• WHAT NEEDS TO BE DONE: Copy every line of the entries that includes the word "paths".

• EXERCISE DATA:
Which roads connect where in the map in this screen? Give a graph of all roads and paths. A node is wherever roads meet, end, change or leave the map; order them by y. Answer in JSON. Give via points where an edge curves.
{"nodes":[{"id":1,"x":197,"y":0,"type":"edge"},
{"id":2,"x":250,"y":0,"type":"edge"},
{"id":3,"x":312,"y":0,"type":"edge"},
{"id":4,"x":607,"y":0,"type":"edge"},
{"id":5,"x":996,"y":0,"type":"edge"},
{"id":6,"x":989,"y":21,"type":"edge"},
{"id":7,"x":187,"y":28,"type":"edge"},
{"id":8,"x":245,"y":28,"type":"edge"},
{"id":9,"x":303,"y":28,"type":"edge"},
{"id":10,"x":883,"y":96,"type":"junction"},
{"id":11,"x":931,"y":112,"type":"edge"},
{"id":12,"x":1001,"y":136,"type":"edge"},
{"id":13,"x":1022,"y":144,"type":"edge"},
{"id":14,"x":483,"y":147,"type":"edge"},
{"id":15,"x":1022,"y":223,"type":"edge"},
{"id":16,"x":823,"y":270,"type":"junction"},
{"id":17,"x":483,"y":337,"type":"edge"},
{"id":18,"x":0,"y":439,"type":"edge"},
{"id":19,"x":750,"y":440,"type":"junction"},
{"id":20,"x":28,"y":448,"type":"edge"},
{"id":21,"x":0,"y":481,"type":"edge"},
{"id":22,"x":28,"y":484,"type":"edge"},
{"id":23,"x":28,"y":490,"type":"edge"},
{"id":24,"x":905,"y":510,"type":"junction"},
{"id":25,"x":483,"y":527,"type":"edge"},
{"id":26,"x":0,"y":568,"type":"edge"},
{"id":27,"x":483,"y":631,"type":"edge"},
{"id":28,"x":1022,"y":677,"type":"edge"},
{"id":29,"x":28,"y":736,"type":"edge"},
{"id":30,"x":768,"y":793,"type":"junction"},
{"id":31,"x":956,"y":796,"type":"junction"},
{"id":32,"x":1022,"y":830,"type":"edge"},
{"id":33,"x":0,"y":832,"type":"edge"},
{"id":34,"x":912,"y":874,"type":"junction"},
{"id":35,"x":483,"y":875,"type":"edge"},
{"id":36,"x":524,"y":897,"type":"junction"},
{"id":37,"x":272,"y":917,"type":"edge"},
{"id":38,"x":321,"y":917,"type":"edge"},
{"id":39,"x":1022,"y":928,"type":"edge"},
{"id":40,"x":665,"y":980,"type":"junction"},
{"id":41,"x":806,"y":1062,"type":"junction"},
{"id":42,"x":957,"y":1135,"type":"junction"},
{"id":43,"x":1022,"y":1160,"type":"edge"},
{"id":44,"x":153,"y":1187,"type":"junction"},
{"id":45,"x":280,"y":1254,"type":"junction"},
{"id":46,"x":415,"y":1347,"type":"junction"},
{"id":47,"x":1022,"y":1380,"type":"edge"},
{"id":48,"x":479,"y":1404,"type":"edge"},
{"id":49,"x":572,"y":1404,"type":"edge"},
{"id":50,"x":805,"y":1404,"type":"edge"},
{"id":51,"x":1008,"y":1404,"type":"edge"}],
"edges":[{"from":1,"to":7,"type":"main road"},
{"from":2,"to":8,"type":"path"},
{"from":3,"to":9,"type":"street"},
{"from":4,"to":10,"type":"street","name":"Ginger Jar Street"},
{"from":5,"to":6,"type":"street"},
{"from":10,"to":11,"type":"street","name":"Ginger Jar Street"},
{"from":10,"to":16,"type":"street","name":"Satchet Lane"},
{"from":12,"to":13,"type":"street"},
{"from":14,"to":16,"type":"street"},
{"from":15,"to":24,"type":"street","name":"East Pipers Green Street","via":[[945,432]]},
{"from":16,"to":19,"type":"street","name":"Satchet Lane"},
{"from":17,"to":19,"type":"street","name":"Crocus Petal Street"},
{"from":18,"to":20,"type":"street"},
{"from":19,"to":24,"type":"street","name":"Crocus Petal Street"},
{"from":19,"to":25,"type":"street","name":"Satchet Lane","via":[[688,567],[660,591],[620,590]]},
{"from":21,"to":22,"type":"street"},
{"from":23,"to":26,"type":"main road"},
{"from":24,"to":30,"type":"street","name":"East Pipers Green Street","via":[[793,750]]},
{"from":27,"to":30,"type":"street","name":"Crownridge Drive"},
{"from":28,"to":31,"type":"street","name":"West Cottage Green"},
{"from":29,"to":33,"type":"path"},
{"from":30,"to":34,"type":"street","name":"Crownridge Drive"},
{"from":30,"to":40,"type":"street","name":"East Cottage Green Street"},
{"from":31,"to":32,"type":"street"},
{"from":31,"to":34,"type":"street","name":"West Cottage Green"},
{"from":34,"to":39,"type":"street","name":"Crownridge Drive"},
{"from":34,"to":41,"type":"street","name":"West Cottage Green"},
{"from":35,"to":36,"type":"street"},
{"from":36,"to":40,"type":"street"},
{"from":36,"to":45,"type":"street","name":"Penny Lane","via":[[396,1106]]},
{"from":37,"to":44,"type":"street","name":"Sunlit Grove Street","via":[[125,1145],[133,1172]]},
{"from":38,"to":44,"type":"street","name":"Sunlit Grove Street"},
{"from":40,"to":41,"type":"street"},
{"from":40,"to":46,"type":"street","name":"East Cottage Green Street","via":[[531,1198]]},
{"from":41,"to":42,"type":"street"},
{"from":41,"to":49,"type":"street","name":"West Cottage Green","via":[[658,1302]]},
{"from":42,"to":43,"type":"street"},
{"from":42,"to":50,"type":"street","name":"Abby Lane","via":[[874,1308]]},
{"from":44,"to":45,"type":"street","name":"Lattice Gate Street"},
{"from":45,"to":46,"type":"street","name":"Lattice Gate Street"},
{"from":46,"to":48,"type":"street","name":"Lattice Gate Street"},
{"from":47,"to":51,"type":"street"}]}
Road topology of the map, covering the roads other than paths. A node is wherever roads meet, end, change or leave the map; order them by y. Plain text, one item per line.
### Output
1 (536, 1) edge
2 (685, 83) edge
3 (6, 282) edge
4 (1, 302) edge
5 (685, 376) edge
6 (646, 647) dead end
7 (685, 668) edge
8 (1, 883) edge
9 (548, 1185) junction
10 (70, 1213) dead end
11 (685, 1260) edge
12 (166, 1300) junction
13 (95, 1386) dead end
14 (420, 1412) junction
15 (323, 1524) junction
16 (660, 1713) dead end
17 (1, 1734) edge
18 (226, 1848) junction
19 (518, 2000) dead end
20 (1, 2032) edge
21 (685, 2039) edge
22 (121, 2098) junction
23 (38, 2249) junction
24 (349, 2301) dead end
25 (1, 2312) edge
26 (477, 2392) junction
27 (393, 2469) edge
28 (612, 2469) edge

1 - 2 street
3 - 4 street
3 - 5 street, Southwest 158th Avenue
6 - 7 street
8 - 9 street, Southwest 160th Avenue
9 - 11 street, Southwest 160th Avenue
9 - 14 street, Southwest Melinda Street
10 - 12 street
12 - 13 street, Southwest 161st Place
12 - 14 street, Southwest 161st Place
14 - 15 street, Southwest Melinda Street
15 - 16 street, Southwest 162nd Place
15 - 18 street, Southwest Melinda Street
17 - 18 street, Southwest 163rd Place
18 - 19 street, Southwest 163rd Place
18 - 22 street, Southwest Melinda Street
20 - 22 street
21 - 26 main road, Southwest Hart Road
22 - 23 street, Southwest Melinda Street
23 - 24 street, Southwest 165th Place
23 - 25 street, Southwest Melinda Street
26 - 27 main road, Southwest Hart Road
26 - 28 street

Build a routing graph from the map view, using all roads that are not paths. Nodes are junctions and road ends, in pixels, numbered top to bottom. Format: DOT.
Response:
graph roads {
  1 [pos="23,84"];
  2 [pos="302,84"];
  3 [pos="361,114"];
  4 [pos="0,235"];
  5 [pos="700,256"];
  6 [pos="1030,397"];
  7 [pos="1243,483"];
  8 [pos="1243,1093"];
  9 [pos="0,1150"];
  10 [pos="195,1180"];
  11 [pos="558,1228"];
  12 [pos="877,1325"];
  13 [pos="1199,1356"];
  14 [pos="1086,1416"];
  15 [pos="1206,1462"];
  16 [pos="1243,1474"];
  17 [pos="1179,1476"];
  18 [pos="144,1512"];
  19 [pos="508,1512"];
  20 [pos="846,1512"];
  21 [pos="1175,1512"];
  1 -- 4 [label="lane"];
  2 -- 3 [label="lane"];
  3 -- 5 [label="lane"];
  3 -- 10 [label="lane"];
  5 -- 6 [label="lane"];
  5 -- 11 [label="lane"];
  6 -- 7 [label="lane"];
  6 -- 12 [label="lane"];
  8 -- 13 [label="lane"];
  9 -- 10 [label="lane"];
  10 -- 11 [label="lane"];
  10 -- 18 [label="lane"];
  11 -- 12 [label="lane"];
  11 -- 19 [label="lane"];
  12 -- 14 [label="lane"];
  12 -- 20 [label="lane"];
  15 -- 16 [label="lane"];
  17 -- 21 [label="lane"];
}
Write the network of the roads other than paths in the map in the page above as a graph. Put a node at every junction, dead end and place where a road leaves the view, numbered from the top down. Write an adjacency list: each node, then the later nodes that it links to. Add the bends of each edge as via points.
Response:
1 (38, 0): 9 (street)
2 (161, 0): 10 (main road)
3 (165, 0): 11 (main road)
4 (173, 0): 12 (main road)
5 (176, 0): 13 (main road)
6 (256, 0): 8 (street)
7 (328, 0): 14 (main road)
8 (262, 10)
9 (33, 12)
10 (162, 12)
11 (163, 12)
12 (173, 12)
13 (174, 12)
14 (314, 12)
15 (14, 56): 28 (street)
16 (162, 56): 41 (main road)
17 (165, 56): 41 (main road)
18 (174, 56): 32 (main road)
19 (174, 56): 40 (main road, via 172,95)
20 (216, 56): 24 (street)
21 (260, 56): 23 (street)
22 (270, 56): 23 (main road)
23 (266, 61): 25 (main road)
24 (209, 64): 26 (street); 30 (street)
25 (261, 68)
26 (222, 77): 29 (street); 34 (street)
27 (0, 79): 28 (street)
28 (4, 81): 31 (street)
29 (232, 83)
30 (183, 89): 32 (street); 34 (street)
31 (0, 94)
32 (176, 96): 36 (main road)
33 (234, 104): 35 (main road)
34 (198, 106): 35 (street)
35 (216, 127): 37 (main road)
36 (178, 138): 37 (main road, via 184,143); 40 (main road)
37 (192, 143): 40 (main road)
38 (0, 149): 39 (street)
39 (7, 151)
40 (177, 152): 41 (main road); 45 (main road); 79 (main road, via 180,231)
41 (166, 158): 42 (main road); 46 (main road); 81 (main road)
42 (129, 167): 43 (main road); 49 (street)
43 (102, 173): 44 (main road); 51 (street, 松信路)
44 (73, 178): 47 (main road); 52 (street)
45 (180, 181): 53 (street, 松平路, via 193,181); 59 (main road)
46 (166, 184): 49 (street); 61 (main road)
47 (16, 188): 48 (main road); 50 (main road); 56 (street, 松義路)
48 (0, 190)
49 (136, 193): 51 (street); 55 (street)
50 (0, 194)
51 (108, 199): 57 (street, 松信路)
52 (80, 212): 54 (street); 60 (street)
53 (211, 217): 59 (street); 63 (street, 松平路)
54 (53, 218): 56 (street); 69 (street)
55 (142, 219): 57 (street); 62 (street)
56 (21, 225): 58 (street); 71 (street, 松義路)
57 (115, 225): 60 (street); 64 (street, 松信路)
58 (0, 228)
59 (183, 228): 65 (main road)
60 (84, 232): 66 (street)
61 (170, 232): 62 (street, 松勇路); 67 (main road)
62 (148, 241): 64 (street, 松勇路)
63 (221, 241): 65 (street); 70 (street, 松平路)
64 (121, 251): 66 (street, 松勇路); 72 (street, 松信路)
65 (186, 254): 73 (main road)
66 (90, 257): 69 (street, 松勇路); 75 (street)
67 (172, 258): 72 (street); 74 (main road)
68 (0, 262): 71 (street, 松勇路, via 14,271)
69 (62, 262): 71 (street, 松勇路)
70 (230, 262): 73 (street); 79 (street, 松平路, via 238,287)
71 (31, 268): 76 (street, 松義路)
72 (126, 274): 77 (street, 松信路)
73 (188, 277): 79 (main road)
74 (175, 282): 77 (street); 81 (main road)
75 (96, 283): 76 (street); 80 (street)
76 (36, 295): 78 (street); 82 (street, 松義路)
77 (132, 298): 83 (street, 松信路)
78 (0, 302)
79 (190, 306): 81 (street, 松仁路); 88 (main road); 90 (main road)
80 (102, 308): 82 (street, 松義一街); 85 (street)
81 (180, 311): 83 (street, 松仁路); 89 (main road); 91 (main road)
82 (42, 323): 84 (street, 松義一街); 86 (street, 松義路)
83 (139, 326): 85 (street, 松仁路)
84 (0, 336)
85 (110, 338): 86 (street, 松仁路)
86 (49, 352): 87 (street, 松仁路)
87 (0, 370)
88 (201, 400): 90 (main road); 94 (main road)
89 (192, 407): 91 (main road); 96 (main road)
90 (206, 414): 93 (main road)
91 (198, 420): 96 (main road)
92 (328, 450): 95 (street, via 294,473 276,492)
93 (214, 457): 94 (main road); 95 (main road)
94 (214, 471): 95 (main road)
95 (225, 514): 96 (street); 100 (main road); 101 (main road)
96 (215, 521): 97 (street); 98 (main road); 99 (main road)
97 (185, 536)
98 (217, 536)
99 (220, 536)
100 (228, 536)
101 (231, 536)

• WRITTEN ANSWER:
Which roads connect where in the map in this screen? Give a graph of all roads and paths. A node is wherever roads meet, end, change or leave the map; order them by y. Answer in JSON. Give via points where an edge curves.
Road topology of the map, covering the roads other than paths. A node is wherever roads meet, end, change or leave the map; order them by y. Plain text, one item per line.
Build a routing graph from the map view, using all roads that are not paths. Nodes are junctions and road ends, in pixels, numbered top to bottom. Format: DOT.
Write the network of the roads other than paths in the map in the page above as a graph. Put a node at every junction, dead end and place where a road leaves the view, numbered from the top down. Write an adjacency list: each node, then the later nodes that it links to. Add the bends of each edge as via points.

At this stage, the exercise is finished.